----- Source material

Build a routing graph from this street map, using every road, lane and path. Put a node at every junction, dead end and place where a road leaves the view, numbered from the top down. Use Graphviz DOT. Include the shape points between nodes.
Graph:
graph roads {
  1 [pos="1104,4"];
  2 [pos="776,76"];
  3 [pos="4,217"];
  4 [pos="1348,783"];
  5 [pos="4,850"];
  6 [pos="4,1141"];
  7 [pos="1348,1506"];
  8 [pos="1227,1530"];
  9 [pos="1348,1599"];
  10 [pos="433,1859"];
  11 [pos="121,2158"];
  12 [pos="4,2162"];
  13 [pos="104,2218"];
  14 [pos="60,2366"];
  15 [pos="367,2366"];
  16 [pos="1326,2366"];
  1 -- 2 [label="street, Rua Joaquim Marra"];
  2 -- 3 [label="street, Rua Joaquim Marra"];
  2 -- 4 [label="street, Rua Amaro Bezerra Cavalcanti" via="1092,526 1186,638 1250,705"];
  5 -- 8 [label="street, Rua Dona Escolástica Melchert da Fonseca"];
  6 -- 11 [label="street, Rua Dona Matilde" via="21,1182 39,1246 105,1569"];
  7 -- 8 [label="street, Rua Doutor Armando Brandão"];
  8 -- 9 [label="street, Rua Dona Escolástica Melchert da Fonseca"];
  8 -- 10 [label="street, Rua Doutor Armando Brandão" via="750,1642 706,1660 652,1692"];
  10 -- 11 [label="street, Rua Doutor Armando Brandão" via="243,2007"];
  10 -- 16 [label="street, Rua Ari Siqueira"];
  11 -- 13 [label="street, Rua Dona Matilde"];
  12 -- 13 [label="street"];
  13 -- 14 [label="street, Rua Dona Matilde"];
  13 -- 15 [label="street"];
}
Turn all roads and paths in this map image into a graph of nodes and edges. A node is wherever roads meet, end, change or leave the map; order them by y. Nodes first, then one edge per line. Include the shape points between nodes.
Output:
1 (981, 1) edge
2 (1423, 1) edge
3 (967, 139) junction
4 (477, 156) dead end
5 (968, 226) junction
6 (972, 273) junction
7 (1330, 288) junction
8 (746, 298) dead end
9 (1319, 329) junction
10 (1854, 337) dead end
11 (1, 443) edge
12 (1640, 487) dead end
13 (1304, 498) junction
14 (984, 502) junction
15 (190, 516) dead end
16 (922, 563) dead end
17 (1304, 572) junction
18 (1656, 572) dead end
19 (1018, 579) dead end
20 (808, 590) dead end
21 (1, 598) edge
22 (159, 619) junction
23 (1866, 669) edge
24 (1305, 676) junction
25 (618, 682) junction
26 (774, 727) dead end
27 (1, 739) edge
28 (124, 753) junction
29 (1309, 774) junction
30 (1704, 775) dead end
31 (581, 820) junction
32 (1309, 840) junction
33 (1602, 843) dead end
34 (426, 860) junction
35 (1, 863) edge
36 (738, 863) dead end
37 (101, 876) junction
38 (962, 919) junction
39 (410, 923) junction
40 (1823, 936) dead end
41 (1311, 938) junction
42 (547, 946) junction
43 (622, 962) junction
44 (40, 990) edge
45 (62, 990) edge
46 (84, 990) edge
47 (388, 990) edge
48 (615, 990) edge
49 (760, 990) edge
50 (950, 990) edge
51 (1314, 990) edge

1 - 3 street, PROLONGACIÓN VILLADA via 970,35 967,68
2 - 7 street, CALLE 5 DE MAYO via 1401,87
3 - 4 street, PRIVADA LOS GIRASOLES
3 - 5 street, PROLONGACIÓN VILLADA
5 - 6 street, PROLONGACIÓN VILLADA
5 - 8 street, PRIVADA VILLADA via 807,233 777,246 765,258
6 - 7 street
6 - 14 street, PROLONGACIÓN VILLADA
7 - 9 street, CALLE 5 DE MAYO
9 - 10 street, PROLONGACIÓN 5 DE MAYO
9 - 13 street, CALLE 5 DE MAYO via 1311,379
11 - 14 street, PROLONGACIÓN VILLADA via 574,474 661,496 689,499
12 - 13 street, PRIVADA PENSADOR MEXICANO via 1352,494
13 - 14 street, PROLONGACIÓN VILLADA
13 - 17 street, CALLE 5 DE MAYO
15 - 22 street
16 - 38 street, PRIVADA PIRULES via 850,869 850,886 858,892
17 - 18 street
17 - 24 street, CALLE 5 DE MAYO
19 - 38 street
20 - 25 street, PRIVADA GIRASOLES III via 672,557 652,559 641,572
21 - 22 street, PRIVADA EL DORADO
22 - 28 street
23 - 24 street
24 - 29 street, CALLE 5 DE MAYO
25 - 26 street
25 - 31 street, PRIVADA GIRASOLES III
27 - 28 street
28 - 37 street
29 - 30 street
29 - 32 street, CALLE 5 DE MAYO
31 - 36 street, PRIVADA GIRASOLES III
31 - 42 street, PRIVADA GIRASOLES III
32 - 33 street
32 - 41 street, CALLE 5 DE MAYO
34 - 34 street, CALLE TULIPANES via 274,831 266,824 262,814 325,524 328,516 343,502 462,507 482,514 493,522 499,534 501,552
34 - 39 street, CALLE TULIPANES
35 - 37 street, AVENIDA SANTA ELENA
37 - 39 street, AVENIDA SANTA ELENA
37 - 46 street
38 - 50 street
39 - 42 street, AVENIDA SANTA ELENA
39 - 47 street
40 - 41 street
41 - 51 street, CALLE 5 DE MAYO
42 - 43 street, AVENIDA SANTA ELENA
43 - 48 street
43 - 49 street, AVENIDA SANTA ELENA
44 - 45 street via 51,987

----------

● **What to produce**: Transcribe the records above exactly as they appear.

● **Result of the task**:
Build a routing graph from this street map, using every road, lane and path. Put a node at every junction, dead end and place where a road leaves the view, numbered from the top down. Use Graphviz DOT. Include the shape points between nodes.
Graph:
graph roads {
  1 [pos="1104,4"];
  2 [pos="776,76"];
  3 [pos="4,217"];
  4 [pos="1348,783"];
  5 [pos="4,850"];
  6 [pos="4,1141"];
  7 [pos="1348,1506"];
  8 [pos="1227,1530"];
  9 [pos="1348,1599"];
  10 [pos="433,1859"];
  11 [pos="121,2158"];
  12 [pos="4,2162"];
  13 [pos="104,2218"];
  14 [pos="60,2366"];
  15 [pos="367,2366"];
  16 [pos="1326,2366"];
  1 -- 2 [label="street, Rua Joaquim Marra"];
  2 -- 3 [label="street, Rua Joaquim Marra"];
  2 -- 4 [label="street, Rua Amaro Bezerra Cavalcanti" via="1092,526 1186,638 1250,705"];
  5 -- 8 [label="street, Rua Dona Escolástica Melchert da Fonseca"];
  6 -- 11 [label="street, Rua Dona Matilde" via="21,1182 39,1246 105,1569"];
  7 -- 8 [label="street, Rua Doutor Armando Brandão"];
  8 -- 9 [label="street, Rua Dona Escolástica Melchert da Fonseca"];
  8 -- 10 [label="street, Rua Doutor Armando Brandão" via="750,1642 706,1660 652,1692"];
  10 -- 11 [label="street, Rua Doutor Armando Brandão" via="243,2007"];
  10 -- 16 [label="street, Rua Ari Siqueira"];
  11 -- 13 [label="street, Rua Dona Matilde"];
  12 -- 13 [label="street"];
  13 -- 14 [label="street, Rua Dona Matilde"];
  13 -- 15 [label="street"];
}
Turn all roads and paths in this map image into a graph of nodes and edges. A node is wherever roads meet, end, change or leave the map; order them by y. Nodes first, then one edge per line. Include the shape points between nodes.
Output:
1 (981, 1) edge
2 (1423, 1) edge
3 (967, 139) junction
4 (477, 156) dead end
5 (968, 226) junction
6 (972, 273) junction
7 (1330, 288) junction
8 (746, 298) dead end
9 (1319, 329) junction
10 (1854, 337) dead end
11 (1, 443) edge
12 (1640, 487) dead end
13 (1304, 498) junction
14 (984, 502) junction
15 (190, 516) dead end
16 (922, 563) dead end
17 (1304, 572) junction
18 (1656, 572) dead end
19 (1018, 579) dead end
20 (808, 590) dead end
21 (1, 598) edge
22 (159, 619) junction
23 (1866, 669) edge
24 (1305, 676) junction
25 (618, 682) junction
26 (774, 727) dead end
27 (1, 739) edge
28 (124, 753) junction
29 (1309, 774) junction
30 (1704, 775) dead end
31 (581, 820) junction
32 (1309, 840) junction
33 (1602, 843) dead end
34 (426, 860) junction
35 (1, 863) edge
36 (738, 863) dead end
37 (101, 876) junction
38 (962, 919) junction
39 (410, 923) junction
40 (1823, 936) dead end
41 (1311, 938) junction
42 (547, 946) junction
43 (622, 962) junction
44 (40, 990) edge
45 (62, 990) edge
46 (84, 990) edge
47 (388, 990) edge
48 (615, 990) edge
49 (760, 990) edge
50 (950, 990) edge
51 (1314, 990) edge

1 - 3 street, PROLONGACIÓN VILLADA via 970,35 967,68
2 - 7 street, CALLE 5 DE MAYO via 1401,87
3 - 4 street, PRIVADA LOS GIRASOLES
3 - 5 street, PROLONGACIÓN VILLADA
5 - 6 street, PROLONGACIÓN VILLADA
5 - 8 street, PRIVADA VILLADA via 807,233 777,246 765,258
6 - 7 street
6 - 14 street, PROLONGACIÓN VILLADA
7 - 9 street, CALLE 5 DE MAYO
9 - 10 street, PROLONGACIÓN 5 DE MAYO
9 - 13 street, CALLE 5 DE MAYO via 1311,379
11 - 14 street, PROLONGACIÓN VILLADA via 574,474 661,496 689,499
12 - 13 street, PRIVADA PENSADOR MEXICANO via 1352,494
13 - 14 street, PROLONGACIÓN VILLADA
13 - 17 street, CALLE 5 DE MAYO
15 - 22 street
16 - 38 street, PRIVADA PIRULES via 850,869 850,886 858,892
17 - 18 street
17 - 24 street, CALLE 5 DE MAYO
19 - 38 street
20 - 25 street, PRIVADA GIRASOLES III via 672,557 652,559 641,572
21 - 22 street, PRIVADA EL DORADO
22 - 28 street
23 - 24 street
24 - 29 street, CALLE 5 DE MAYO
25 - 26 street
25 - 31 street, PRIVADA GIRASOLES III
27 - 28 street
28 - 37 street
29 - 30 street
29 - 32 street, CALLE 5 DE MAYO
31 - 36 street, PRIVADA GIRASOLES III
31 - 42 street, PRIVADA GIRASOLES III
32 - 33 street
32 - 41 street, CALLE 5 DE MAYO
34 - 34 street, CALLE TULIPANES via 274,831 266,824 262,814 325,524 328,516 343,502 462,507 482,514 493,522 499,534 501,552
34 - 39 street, CALLE TULIPANES
35 - 37 street, AVENIDA SANTA ELENA
37 - 39 street, AVENIDA SANTA ELENA
37 - 46 street
38 - 50 street
39 - 42 street, AVENIDA SANTA ELENA
39 - 47 street
40 - 41 street
41 - 51 street, CALLE 5 DE MAYO
42 - 43 street, AVENIDA SANTA ELENA
43 - 48 street
43 - 49 street, AVENIDA SANTA ELENA
44 - 45 street via 51,987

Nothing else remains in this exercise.